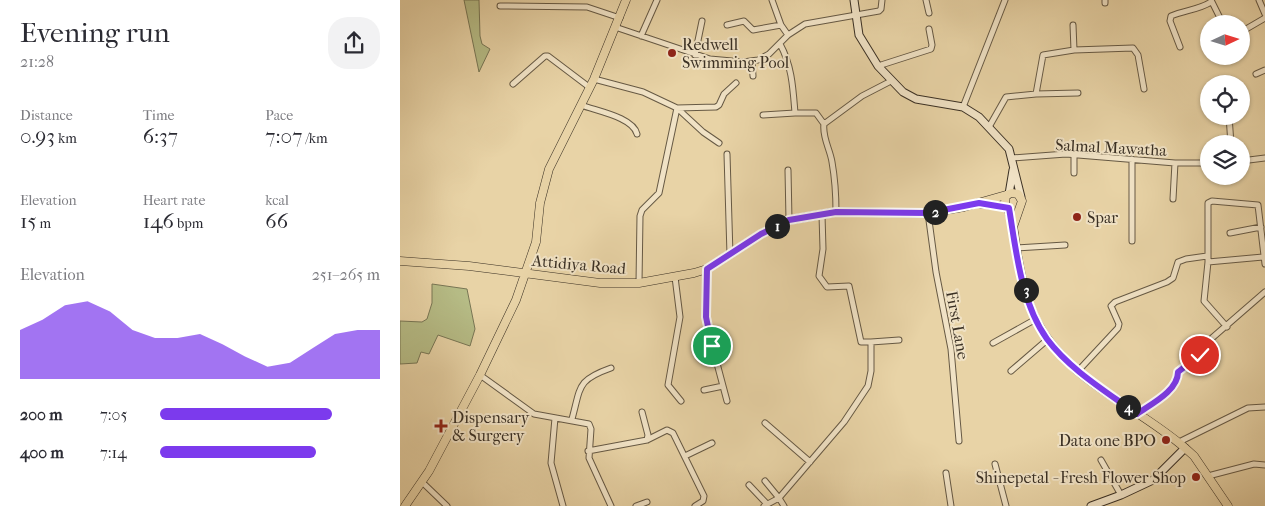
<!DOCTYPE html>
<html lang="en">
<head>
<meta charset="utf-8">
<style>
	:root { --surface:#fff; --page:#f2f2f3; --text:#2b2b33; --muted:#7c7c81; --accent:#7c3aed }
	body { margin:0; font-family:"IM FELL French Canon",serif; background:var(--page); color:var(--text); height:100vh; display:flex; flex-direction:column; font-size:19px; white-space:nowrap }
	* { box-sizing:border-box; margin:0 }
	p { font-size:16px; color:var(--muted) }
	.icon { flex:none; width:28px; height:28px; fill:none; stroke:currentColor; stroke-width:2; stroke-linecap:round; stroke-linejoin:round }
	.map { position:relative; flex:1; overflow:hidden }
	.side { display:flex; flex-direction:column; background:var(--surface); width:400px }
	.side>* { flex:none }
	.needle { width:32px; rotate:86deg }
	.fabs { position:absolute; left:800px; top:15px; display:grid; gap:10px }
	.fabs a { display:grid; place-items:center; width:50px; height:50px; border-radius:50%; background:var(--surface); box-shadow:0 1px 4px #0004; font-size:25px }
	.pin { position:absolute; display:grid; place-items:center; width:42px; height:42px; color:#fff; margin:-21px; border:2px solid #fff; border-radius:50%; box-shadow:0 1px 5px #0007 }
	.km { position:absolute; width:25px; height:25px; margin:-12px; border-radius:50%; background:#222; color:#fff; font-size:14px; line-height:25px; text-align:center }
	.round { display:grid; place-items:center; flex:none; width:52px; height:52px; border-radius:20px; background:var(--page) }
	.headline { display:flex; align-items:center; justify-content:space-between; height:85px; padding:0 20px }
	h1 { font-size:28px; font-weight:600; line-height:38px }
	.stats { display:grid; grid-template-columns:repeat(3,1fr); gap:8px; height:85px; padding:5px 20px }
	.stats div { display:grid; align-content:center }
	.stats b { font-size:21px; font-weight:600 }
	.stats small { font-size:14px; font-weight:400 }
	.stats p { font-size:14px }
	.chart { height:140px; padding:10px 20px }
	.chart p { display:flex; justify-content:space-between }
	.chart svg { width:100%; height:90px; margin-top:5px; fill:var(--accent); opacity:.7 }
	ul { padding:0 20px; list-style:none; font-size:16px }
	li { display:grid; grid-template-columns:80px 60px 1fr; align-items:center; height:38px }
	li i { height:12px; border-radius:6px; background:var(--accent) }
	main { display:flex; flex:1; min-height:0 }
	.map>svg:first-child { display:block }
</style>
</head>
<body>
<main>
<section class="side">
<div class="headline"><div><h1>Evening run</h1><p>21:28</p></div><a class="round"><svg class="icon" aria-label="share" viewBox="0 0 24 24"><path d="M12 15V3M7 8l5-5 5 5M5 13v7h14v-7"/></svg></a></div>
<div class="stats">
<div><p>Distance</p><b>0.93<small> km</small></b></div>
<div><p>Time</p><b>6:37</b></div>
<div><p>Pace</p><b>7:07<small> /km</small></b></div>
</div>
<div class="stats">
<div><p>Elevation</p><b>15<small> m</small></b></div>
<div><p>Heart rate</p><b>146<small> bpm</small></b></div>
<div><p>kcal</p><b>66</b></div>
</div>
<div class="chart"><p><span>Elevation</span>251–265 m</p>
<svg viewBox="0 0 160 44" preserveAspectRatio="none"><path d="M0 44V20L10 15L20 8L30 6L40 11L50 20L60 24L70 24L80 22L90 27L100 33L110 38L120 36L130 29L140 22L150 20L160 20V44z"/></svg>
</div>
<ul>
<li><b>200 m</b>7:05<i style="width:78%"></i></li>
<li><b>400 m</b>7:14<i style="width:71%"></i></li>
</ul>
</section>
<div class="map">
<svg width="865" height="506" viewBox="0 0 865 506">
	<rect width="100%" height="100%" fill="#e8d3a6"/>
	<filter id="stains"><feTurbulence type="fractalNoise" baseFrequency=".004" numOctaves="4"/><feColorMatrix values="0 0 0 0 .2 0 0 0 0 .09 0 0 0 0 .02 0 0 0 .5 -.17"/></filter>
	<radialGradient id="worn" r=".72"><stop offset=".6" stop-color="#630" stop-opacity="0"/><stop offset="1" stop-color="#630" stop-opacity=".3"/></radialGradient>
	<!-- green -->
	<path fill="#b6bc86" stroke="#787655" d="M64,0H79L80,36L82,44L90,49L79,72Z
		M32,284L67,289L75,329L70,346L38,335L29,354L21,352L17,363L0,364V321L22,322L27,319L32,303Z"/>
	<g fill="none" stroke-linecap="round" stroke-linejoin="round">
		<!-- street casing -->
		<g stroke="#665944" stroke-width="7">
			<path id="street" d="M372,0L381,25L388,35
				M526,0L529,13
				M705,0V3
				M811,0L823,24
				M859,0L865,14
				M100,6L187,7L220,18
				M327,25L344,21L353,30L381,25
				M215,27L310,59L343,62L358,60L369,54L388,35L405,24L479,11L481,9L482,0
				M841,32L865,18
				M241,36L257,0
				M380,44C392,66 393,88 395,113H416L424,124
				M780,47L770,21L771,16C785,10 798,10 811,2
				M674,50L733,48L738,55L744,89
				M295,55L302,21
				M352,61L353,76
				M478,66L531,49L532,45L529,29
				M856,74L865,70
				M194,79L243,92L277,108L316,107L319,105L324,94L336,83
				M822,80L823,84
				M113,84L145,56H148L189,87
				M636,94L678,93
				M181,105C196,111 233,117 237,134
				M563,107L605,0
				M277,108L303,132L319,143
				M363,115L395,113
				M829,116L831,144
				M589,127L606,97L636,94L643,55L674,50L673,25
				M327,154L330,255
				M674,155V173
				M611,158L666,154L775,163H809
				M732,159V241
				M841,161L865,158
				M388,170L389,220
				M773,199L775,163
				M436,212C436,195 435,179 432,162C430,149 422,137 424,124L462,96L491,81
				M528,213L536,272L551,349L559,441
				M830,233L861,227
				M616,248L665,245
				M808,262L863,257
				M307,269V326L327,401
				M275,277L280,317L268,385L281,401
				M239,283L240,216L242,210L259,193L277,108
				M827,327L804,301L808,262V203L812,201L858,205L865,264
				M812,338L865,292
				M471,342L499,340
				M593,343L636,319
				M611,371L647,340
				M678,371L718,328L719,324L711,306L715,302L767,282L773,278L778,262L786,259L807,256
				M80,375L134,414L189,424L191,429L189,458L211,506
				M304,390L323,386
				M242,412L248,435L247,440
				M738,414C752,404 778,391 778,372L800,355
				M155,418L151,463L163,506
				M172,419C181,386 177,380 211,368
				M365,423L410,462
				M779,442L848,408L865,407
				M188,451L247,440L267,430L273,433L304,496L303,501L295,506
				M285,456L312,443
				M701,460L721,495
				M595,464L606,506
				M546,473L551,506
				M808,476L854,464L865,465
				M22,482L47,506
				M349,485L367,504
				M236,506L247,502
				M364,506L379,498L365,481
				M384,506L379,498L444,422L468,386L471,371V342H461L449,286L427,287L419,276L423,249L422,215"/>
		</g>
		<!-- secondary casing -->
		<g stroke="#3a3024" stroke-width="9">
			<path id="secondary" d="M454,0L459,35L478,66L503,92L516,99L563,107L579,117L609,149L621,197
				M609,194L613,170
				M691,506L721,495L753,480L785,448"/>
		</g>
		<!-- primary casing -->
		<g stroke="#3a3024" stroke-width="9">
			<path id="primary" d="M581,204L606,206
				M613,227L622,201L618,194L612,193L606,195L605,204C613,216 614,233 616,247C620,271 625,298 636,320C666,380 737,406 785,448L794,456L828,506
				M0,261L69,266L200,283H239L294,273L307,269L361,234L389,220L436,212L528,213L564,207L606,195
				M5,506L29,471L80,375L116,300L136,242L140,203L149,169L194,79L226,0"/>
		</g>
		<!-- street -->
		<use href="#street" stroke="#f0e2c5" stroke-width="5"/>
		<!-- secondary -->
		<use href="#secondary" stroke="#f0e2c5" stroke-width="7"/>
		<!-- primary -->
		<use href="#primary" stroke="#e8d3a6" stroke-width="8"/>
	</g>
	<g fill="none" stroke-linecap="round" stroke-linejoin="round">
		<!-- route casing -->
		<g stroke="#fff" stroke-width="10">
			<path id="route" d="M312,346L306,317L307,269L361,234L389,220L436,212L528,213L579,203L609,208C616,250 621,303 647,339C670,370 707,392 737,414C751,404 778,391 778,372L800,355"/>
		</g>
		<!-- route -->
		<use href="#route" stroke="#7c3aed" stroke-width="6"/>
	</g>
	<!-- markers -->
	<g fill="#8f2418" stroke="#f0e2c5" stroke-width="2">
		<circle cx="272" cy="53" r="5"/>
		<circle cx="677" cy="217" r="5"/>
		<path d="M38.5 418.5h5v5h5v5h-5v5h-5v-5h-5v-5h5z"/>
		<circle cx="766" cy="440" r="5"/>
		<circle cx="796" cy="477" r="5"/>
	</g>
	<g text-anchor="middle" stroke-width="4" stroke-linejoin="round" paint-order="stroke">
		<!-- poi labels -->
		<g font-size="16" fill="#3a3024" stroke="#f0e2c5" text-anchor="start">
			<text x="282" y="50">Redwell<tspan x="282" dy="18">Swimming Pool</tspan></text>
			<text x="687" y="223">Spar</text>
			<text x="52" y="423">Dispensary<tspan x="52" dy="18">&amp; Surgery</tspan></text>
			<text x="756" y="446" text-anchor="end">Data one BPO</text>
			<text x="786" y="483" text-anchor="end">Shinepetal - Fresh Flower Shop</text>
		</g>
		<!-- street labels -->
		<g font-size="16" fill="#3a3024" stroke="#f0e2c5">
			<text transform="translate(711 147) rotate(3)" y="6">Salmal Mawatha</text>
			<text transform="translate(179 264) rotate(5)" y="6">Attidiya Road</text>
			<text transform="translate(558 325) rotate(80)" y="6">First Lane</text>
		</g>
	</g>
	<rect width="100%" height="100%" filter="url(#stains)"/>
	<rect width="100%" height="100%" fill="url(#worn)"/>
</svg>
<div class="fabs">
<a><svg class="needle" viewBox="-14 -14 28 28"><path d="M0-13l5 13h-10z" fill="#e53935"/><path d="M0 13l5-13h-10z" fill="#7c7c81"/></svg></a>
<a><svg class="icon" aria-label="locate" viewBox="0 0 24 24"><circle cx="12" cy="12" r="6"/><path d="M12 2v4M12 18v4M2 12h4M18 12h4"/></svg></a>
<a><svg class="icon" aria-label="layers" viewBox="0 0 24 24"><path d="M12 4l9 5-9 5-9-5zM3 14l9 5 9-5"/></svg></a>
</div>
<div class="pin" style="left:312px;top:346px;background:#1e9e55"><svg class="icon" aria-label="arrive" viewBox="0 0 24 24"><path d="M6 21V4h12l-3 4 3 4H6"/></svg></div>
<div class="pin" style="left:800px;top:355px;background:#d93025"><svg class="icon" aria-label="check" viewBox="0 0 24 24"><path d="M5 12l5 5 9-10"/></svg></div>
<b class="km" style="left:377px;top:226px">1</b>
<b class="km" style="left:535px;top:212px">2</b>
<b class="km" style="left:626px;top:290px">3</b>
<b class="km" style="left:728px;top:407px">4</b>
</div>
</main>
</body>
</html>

++++

◆ Exercise brief ◆
In the records above, find each line with the string "side" and list it.

◆ Task solution ◆
	.side { display:flex; flex-direction:column; background:var(--surface); width:400px }
	.side>* { flex:none }
<section class="side">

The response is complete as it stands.